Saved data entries
++++++++++

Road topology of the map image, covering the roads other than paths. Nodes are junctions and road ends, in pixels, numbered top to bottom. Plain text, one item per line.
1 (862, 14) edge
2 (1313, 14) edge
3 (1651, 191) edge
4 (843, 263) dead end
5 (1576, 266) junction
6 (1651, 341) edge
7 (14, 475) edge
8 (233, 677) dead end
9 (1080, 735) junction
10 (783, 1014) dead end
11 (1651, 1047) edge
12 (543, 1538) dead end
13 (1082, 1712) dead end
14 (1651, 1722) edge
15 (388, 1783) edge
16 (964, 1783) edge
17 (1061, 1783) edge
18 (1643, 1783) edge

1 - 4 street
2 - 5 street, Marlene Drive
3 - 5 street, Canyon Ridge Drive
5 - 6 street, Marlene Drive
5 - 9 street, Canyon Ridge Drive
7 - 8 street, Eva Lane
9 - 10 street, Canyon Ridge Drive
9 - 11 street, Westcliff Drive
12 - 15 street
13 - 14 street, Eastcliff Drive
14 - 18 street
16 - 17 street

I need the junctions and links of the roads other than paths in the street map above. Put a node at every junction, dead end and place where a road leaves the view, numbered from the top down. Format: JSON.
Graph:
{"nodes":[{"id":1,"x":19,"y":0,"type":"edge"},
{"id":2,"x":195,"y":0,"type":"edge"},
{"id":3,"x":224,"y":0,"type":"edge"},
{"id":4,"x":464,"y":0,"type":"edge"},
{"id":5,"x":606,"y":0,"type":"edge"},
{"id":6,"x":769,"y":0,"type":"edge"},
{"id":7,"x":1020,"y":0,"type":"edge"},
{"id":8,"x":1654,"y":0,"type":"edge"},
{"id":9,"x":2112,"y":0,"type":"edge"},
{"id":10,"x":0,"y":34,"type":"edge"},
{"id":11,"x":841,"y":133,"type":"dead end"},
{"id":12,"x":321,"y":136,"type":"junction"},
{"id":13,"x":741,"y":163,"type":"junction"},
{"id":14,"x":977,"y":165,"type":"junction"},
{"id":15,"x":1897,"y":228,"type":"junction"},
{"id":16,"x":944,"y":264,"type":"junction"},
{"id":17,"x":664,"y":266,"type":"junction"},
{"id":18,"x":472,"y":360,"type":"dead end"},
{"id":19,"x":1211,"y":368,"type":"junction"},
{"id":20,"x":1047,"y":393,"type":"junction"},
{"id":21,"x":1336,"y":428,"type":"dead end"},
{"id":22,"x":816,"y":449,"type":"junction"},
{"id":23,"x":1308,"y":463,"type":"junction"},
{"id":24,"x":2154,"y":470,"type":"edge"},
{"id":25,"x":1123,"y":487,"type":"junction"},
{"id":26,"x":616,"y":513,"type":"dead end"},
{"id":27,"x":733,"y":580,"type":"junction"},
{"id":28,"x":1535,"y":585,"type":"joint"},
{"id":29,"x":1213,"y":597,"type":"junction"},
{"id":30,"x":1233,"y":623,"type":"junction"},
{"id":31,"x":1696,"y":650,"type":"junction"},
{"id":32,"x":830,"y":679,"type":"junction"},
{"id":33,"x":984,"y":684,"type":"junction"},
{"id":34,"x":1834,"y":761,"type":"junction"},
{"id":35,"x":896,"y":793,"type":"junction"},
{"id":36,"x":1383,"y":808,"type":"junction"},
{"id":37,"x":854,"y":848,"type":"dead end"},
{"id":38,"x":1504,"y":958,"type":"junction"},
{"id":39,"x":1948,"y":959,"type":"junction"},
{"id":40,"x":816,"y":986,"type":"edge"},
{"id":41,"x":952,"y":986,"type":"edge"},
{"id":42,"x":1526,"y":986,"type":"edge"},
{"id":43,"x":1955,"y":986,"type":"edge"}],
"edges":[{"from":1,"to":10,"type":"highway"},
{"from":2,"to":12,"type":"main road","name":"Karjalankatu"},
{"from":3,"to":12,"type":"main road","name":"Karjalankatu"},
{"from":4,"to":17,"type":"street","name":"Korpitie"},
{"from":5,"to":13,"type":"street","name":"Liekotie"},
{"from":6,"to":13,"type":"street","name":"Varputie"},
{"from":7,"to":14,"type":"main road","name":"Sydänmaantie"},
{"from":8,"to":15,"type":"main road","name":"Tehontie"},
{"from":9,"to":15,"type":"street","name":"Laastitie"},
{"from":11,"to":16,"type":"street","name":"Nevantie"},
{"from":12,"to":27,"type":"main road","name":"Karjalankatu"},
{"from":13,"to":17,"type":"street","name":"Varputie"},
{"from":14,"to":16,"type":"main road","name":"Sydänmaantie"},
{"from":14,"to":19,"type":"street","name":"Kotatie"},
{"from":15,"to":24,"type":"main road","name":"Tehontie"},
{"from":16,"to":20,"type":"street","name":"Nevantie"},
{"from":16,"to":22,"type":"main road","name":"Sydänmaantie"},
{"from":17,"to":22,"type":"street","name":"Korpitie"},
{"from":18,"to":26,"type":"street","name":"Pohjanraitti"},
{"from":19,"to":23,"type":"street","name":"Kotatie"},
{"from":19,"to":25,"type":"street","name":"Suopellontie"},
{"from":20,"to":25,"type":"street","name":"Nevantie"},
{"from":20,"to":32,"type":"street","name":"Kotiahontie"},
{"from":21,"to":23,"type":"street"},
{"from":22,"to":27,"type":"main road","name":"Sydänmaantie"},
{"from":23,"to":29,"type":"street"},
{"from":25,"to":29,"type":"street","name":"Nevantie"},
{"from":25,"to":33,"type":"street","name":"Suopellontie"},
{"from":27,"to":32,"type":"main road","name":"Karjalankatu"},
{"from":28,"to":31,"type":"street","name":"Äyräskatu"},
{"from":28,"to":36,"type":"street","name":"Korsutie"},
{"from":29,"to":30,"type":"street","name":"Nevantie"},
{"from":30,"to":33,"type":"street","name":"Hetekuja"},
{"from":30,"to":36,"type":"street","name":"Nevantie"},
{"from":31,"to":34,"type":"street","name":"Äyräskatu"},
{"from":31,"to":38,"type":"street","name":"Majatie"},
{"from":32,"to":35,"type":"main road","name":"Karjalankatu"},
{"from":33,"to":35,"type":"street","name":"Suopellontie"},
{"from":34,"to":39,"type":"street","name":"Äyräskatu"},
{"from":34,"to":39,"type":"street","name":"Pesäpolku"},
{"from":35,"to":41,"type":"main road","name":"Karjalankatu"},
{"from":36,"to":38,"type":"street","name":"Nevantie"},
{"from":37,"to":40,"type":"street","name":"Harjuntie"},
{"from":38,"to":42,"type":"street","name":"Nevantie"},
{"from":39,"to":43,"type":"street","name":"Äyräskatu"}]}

++++++++++

▶ **THE TASK**: Take each line above that contains "Sydänmaantie" and copy it out.

▶ **YOUR SOLUTION**:
{"from":7,"to":14,"type":"main road","name":"Sydänmaantie"},
{"from":14,"to":16,"type":"main road","name":"Sydänmaantie"},
{"from":16,"to":22,"type":"main road","name":"Sydänmaantie"},
{"from":22,"to":27,"type":"main road","name":"Sydänmaantie"},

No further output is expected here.